Graeme Archer

Personal information
- Full name: Graeme Francis Archer
- Born: 26 September 1970 (age 55) Carlisle, England
- Batting: Right handed
- Bowling: Right-arm fast-medium

Domestic team information
- 1992–1999: Nottinghamshire
- 2000–2004: Staffordshire
- FC debut: 7 May 1992 Nottinghamshire v Oxford University
- Last FC: 9 September 1999 Nottinghamshire v Sussex
- List A debut: 19 July 1992 Nottinghamshire v Durham
- Last List A: 5 May 2004 Staffordshire v Lancashire

Career statistics
| Competition | First-class | List A |
| Matches | 100 | 109 |
| Runs scored | 5,354 | 2,307 |
| Batting average | 32.44 | 27.46 |
| 100s/50s | 10/27 | 2/12 |
| Top score | 168 | 111* |
| Balls bowled | 1,053 | 384 |
| Wickets | 14 | 11 |
| Bowling average | 46.28 | 33.45 |
| 5 wickets in innings | 0 | 0 |
| 10 wickets in match | 0 | 0 |
| Best bowling | 3/18 | 2/16 |
| Catches/stumpings | 127/– | 41/– |
- Source: CricketArchive, 18 October 2008

= Graeme Archer (cricketer) =

English cricketer

Graeme Francis Archer is a former English first-class cricketer.

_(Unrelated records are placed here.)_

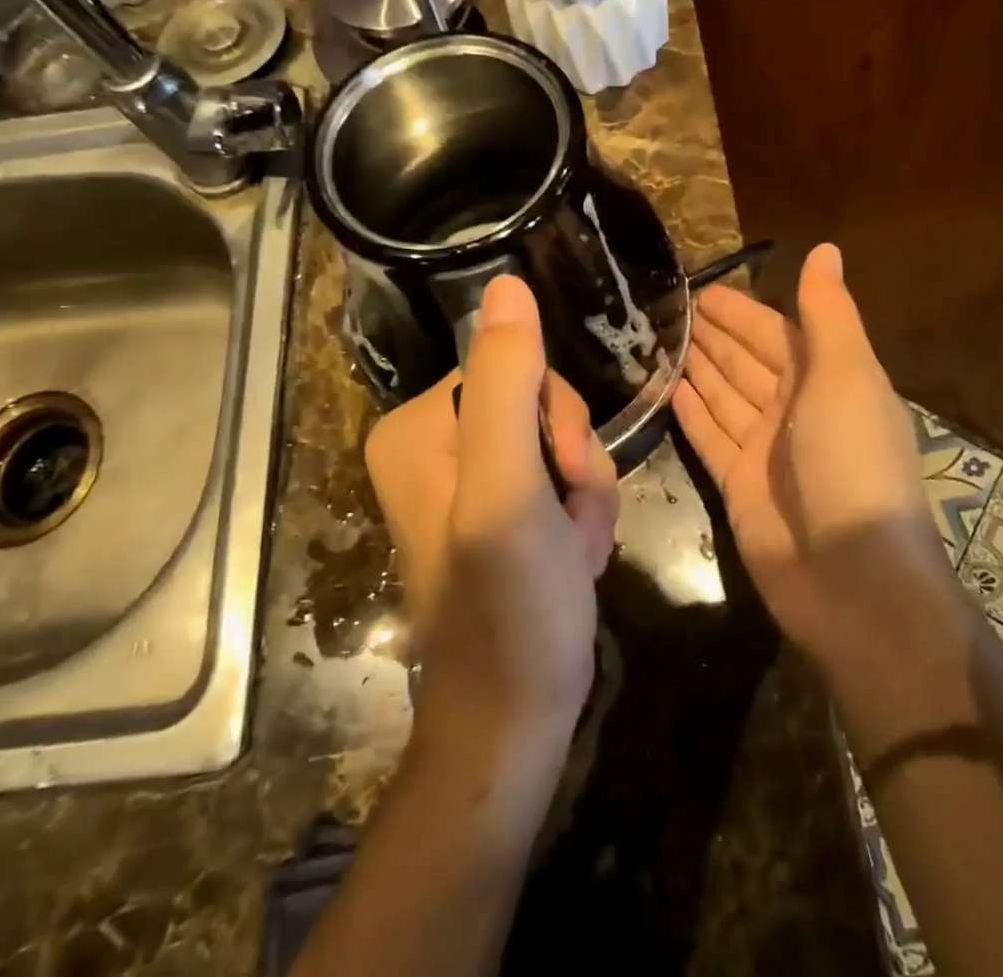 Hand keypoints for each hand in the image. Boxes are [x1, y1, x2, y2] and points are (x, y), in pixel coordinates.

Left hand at [365, 276, 619, 736]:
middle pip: (539, 402)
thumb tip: (507, 283)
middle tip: (570, 521)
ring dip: (584, 492)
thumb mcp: (508, 487)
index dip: (556, 418)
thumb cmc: (509, 607)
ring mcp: (468, 476)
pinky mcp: (499, 507)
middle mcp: (434, 442)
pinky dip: (580, 514)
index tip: (560, 478)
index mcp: (418, 425)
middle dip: (574, 460)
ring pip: (560, 439)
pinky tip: (574, 558)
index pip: (513, 367)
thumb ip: (505, 383)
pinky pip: (560, 475)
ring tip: (575, 549)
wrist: (515, 719)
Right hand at [671, 243, 945, 661]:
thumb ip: (828, 312)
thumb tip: (825, 248)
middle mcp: (795, 409)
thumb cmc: (852, 461)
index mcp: (827, 380)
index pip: (774, 332)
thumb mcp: (847, 375)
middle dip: (711, 335)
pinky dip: (689, 412)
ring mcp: (765, 449)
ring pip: (723, 395)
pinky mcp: (738, 484)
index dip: (739, 310)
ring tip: (656, 338)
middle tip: (664, 309)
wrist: (852, 576)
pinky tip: (664, 387)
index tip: (697, 288)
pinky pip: (708, 436)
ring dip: (695, 367)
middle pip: (745, 361) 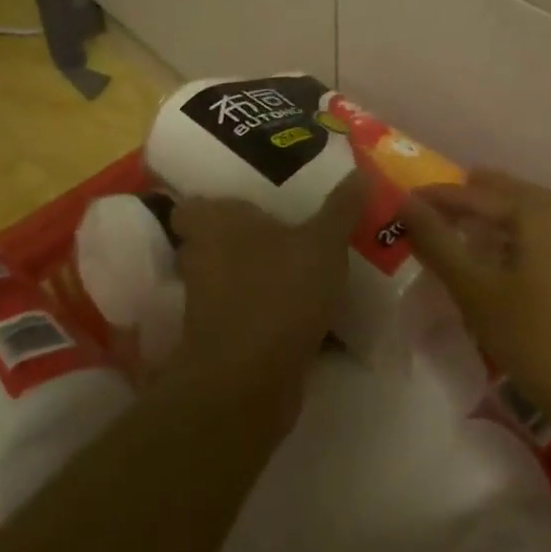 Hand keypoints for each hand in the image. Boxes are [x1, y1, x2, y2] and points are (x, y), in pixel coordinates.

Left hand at [167, 172, 365, 391]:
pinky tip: (308, 309)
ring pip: (235, 277)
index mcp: (212, 222)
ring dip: (262, 274)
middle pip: (217, 239)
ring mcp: (208, 300)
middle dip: (249, 236)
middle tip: (291, 225)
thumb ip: (340, 208)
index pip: (191, 204)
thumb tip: (360, 171)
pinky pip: (250, 311)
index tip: (250, 197)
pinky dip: (271, 310)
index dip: (212, 200)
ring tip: (306, 264)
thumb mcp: (323, 243)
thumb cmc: (279, 291)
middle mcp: (201, 256)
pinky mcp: (224, 336)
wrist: (251, 380)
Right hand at [401, 170, 550, 441]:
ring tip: (468, 229)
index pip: (477, 193)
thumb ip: (439, 244)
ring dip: (499, 216)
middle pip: (511, 194)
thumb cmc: (539, 342)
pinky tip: (510, 259)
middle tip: (437, 206)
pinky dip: (522, 236)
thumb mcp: (477, 292)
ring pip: (535, 215)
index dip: (438, 196)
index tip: (405, 202)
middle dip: (472, 197)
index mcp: (540, 214)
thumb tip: (406, 203) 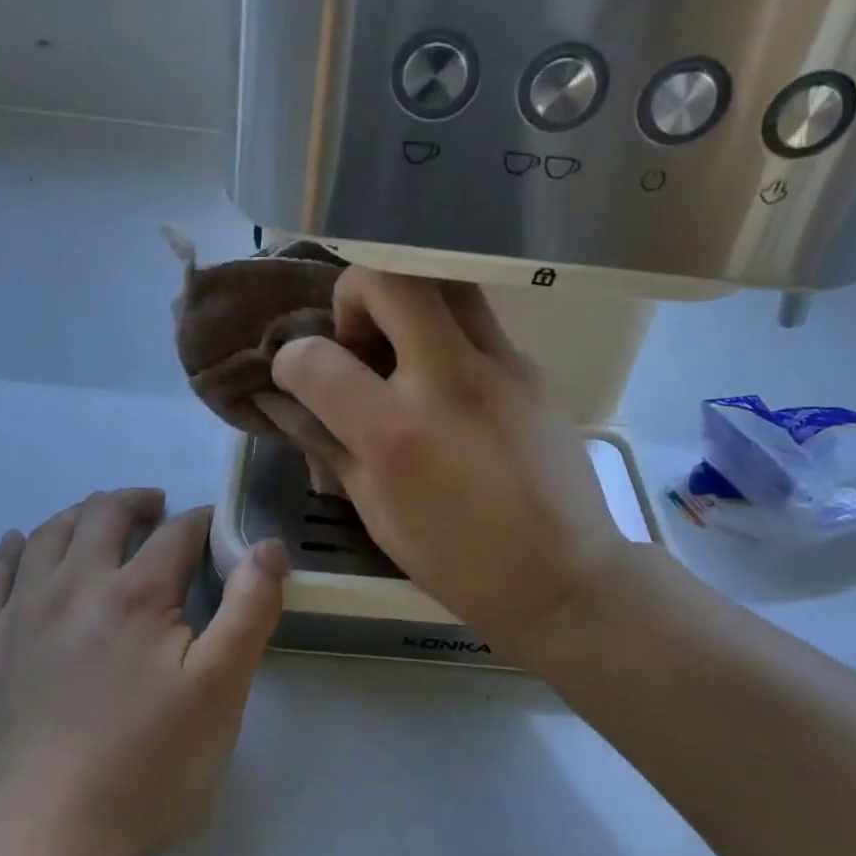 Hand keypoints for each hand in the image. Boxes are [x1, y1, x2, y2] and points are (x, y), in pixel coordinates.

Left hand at [0, 489, 285, 855]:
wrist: (27, 850)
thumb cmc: (140, 773)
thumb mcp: (219, 695)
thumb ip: (249, 611)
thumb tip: (268, 546)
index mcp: (139, 594)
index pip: (178, 531)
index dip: (202, 521)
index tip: (214, 527)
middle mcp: (75, 585)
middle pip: (105, 515)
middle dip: (138, 502)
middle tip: (156, 507)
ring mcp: (18, 614)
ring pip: (48, 534)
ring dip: (79, 514)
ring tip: (98, 517)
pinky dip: (10, 550)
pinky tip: (18, 545)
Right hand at [270, 269, 629, 657]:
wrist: (565, 576)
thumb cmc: (460, 561)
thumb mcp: (377, 513)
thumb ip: (330, 447)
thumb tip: (294, 404)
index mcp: (396, 433)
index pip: (315, 358)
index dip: (290, 360)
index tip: (298, 375)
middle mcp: (448, 381)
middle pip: (388, 280)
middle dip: (353, 293)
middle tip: (358, 339)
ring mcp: (501, 366)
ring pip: (444, 283)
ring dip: (406, 300)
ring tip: (402, 348)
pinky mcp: (532, 367)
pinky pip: (478, 321)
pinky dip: (446, 333)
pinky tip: (449, 383)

A middle order batsman, he played 100 first-class matches for Nottinghamshire from 1992 to 1999. He was awarded his Nottinghamshire cap in 1995. He later played Minor Counties Championship cricket for Staffordshire and Cheshire and club cricket in the Derbyshire Premier Cricket League.

He made a bright start to his career, averaging 47.5 in seven matches in his debut season in 1992, but found runs harder to come by in 1993. He established himself as a regular in 1994 and excelled in 1995, passing 1,000 runs for the first time in scoring 1,171 at 40.37. He built on this with 918 at 43.71 the following year, but despite having his best one day season in 1997, scoring 489 runs at 44.45 with two centuries, his performances fell away and after three years of averaging under thirty in the County Championship he was released. He scored ten first-class hundreds in all, with a best of 168 against Glamorgan, one of three centuries he recorded against the Welsh team.